Opel prepara SUV elétrico para a Europa com tecnologia do Leapmotor B10
A Opel antecipou um novo SUV elétrico do segmento C para a Europa, com base técnica da chinesa Leapmotor. A Stellantis admite produzi-lo na fábrica de Zaragoza, em Espanha, a partir de 2028, embora a decisão final sobre o local de produção continue em aberto.
Emblema alemão, engenharia chinesa
O futuro SUV elétrico da Opel será em grande parte baseado no Leapmotor B10, que já chegou ao mercado europeu. O primeiro teaser mostra um crossover com balanços curtos, jantes de grandes dimensões e uma frente desenhada em torno da linguagem estética da Opel. A intervenção da marca alemã deverá centrar-se sobretudo no design, na afinação do chassis, nos bancos, na iluminação e nos botões físicos no habitáculo.
Por outras palavras, a Opel não está a desenvolver este modelo de raiz. A Stellantis vai recorrer à arquitetura e aos componentes da Leapmotor para colocar no mercado um SUV elétrico mais acessível num prazo mais curto. No comunicado oficial, a empresa sublinha em particular a redução de custos e do tempo de desenvolvimento.
Zaragoza ganha mais peso
A Stellantis e a Leapmotor estão a avaliar uma nova linha de produção na fábrica de Figueruelas, em Zaragoza, onde já são produzidos o Peugeot 208 e o Lancia Ypsilon. No mesmo plano, a produção do Leapmotor B10 nessa unidade poderá arrancar já em 2026, com o novo SUV elétrico do segmento C da Opel a poder seguir-se em 2028.
Leapmotor B10 serve de ponto de partida
O Leapmotor B10 é um crossover elétrico com pouco mais de 4,5 metros de comprimento. Na especificação europeia, oferece 160 kW, equivalentes a 218 cv, uma bateria até 67,1 kWh e uma autonomia WLTP até 434 quilómetros. O futuro Opel deverá diferir do B10 em apenas alguns milímetros nas dimensões.
A Stellantis comprou cerca de 21 por cento da Leapmotor em 2023, enquanto a joint venture entre as duas, a Leapmotor International, é detida em 51 por cento pela Stellantis. Esta estrutura dá ao grupo europeu acesso à estrutura de custos dos elétricos chineses, mantendo ao mesmo tempo o emblema alemão e a perspetiva de produção europeia.
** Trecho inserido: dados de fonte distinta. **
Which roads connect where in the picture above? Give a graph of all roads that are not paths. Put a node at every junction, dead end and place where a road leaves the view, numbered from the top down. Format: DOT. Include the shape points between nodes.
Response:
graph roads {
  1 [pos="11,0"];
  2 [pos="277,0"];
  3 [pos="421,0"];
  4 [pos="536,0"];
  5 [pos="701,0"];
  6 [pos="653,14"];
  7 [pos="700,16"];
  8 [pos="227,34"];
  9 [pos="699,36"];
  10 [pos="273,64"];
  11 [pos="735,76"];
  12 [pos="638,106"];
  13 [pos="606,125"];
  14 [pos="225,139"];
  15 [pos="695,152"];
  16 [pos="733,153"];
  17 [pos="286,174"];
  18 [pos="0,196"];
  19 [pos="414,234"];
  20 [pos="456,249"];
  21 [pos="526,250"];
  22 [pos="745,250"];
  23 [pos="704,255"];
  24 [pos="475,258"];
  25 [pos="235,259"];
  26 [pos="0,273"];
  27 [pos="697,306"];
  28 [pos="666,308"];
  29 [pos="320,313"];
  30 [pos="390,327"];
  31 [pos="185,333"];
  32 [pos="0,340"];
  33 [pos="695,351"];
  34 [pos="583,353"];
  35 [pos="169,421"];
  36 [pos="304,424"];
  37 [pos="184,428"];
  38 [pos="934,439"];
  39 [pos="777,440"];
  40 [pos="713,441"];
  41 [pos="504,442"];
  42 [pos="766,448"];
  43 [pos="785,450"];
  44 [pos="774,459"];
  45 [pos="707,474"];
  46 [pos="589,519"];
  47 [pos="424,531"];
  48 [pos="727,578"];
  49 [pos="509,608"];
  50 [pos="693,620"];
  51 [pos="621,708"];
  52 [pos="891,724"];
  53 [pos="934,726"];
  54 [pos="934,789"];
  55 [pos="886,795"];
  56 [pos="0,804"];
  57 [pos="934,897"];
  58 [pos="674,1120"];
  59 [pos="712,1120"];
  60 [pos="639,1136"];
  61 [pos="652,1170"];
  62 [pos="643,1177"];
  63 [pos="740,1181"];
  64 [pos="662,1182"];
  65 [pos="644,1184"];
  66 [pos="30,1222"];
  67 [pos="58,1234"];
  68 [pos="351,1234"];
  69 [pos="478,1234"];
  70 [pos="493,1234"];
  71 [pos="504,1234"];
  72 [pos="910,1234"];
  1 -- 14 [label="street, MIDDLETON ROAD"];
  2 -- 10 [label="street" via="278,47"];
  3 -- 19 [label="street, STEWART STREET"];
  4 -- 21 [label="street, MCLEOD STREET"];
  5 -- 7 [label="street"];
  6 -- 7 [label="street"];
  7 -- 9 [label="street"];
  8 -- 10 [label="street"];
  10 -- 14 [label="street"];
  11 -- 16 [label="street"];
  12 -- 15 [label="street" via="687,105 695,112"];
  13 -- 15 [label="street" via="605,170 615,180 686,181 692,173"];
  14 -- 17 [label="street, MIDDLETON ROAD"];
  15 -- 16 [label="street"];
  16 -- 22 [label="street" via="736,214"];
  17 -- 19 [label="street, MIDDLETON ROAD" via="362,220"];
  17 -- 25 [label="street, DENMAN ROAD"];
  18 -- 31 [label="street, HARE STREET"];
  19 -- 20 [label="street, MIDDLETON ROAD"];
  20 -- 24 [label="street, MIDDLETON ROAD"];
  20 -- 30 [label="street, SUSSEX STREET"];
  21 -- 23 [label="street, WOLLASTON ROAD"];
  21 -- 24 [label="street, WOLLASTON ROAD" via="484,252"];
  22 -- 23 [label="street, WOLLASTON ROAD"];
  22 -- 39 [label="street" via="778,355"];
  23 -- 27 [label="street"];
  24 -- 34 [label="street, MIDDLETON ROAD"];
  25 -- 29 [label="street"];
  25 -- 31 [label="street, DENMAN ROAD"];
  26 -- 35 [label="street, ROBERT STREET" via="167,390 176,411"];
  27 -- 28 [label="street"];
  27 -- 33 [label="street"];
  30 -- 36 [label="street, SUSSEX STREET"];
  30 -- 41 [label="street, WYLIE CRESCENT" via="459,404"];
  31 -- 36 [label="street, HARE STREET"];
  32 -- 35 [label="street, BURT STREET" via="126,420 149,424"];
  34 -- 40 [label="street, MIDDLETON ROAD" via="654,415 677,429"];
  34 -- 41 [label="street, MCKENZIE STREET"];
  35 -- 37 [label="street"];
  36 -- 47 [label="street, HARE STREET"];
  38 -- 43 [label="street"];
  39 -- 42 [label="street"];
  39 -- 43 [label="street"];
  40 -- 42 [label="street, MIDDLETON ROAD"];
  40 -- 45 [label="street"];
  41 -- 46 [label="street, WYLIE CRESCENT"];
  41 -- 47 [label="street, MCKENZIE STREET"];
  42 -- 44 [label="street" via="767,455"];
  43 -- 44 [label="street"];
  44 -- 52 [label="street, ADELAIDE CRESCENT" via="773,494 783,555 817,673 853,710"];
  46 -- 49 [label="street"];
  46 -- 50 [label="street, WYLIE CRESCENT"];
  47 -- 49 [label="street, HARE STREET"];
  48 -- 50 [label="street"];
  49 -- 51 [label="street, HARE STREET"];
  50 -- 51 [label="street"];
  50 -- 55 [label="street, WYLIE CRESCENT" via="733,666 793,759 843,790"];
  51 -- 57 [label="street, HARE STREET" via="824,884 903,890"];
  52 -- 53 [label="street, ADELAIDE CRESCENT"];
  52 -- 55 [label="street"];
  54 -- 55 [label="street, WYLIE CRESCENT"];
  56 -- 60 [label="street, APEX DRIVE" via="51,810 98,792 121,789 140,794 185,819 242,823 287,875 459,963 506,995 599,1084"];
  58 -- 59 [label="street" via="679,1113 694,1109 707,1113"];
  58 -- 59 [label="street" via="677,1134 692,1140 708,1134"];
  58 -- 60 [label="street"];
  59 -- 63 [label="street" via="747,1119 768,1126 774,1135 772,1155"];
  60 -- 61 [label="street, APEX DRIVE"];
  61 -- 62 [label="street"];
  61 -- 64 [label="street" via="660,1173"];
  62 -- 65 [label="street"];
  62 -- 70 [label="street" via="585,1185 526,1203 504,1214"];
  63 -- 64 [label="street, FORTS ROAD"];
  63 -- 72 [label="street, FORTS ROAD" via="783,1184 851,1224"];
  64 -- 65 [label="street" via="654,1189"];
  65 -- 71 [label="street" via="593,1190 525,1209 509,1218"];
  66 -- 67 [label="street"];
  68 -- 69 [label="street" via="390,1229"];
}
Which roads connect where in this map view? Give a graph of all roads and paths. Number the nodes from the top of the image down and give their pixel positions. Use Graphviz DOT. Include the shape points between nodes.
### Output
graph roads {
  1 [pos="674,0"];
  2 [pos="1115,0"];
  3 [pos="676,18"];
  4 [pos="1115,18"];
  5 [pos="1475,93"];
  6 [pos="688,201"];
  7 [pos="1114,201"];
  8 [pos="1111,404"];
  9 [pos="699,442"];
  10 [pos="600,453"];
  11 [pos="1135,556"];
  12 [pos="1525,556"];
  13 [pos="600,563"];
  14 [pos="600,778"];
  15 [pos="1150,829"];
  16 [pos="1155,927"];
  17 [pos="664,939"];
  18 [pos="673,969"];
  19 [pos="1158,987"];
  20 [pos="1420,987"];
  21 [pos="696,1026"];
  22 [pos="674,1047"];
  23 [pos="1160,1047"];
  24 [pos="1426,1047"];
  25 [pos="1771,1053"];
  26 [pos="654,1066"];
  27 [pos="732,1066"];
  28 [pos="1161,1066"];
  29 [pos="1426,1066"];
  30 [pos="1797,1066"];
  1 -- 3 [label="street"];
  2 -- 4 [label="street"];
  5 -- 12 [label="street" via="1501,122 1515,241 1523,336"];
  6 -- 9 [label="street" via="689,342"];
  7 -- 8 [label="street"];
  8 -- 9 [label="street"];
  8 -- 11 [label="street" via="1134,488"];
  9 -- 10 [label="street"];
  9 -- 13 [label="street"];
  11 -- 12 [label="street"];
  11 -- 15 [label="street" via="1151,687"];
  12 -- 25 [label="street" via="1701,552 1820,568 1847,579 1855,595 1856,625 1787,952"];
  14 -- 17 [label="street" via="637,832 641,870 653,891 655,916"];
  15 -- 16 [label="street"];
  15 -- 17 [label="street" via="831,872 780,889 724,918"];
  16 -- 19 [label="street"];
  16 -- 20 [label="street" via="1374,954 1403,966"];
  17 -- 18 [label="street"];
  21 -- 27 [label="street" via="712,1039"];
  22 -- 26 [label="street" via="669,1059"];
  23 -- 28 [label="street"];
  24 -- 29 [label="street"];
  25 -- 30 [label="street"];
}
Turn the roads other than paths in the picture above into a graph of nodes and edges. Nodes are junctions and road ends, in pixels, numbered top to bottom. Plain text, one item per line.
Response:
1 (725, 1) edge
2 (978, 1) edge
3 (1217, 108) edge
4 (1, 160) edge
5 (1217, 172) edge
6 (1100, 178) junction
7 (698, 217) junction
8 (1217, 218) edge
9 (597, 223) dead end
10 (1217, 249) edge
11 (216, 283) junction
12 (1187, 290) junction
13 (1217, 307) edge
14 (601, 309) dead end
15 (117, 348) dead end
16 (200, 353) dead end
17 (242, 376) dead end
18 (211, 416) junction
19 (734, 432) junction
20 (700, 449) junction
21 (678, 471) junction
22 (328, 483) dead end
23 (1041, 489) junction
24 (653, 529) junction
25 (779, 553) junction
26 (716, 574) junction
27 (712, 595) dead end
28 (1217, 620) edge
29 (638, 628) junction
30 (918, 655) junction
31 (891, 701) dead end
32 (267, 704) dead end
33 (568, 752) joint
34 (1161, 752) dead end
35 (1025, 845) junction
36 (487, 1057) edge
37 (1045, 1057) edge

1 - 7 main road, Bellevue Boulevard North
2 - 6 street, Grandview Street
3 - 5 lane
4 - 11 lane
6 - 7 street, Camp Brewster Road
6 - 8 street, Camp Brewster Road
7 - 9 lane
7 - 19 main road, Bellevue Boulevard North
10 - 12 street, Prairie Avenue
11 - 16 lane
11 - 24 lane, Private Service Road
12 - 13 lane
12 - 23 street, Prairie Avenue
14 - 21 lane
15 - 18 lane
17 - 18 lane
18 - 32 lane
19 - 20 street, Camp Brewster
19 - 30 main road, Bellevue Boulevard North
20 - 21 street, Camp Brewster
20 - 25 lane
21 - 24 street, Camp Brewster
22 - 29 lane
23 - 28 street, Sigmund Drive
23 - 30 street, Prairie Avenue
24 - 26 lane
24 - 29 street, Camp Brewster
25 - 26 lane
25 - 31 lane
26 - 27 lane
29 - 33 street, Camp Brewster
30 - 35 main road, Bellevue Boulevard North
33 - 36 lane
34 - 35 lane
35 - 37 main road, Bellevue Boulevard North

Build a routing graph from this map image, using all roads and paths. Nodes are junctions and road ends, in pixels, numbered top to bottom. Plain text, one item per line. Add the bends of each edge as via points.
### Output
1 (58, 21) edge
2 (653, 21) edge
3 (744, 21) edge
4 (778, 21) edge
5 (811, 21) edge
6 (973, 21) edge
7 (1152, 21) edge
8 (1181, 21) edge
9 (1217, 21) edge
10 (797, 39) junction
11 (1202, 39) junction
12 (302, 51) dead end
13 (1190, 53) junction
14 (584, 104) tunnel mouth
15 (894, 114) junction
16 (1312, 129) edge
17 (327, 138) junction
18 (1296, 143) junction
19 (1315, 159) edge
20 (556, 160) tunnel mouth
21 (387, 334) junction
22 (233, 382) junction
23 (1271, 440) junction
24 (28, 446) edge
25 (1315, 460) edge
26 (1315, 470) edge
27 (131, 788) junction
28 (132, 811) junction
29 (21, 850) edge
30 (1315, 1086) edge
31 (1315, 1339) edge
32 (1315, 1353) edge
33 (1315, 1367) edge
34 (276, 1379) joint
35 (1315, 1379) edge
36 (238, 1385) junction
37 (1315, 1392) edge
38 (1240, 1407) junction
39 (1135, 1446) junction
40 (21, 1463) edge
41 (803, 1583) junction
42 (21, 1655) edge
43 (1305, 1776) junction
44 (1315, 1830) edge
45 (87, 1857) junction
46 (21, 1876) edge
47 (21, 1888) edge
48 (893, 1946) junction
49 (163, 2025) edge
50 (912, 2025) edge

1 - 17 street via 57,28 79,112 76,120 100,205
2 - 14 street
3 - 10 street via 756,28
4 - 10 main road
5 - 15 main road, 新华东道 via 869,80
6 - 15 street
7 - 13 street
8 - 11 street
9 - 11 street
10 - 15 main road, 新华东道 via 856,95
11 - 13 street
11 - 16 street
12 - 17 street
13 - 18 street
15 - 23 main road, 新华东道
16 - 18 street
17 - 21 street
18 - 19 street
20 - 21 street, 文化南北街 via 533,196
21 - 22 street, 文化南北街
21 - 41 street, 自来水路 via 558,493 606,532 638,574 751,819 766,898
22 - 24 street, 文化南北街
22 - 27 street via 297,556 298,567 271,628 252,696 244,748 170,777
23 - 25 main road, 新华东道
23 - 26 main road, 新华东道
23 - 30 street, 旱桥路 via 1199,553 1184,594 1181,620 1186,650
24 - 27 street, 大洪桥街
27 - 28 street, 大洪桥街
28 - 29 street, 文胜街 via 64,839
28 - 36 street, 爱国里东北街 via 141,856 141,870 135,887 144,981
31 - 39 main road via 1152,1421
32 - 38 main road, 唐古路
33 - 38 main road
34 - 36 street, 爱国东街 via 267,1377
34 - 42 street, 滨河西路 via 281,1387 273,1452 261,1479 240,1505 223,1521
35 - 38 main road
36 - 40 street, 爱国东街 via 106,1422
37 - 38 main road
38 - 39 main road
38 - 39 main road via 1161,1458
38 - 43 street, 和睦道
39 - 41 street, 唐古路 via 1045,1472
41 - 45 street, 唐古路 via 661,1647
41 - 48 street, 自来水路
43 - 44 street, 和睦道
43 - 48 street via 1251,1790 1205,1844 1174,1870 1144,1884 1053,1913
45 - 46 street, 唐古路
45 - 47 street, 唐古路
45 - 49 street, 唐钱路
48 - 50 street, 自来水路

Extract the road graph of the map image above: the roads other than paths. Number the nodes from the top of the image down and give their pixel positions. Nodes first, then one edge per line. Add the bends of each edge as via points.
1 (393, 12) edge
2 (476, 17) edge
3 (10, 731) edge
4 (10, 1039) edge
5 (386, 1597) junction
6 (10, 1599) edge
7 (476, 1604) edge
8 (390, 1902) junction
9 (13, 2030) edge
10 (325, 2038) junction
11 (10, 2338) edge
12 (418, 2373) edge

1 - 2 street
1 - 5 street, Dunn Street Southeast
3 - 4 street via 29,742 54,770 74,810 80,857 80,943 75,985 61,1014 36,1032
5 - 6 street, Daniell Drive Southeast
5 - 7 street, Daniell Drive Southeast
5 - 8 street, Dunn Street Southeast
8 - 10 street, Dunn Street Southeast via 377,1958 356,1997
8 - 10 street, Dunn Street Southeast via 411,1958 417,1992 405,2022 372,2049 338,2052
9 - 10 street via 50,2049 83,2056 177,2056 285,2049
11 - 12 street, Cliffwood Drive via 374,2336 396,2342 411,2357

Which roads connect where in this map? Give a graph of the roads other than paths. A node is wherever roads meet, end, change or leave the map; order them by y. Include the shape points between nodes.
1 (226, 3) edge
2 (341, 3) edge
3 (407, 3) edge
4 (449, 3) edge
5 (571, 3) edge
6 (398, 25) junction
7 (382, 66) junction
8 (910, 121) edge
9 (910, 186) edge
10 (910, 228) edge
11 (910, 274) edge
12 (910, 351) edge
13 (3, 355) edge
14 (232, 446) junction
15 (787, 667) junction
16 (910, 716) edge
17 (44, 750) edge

Opel segue uma via pragmática
O novo modelo mostra como os construtores europeus estão a ajustar-se à pressão vinda da China. A Opel não está a tentar desenvolver internamente todos os componentes. Em vez disso, aproveita tecnologia já pronta de um parceiro e acrescenta-lhe o seu próprio design, comportamento dinâmico e identidade de marca.
Para os compradores, isso poderá traduzir-se num SUV elétrico mais acessível com um emblema europeu familiar. Para a Opel, trata-se também de um teste de perceção. Os clientes verão aqui uma cooperação inteligente, ou simplesmente um automóvel chinês com roupa alemã?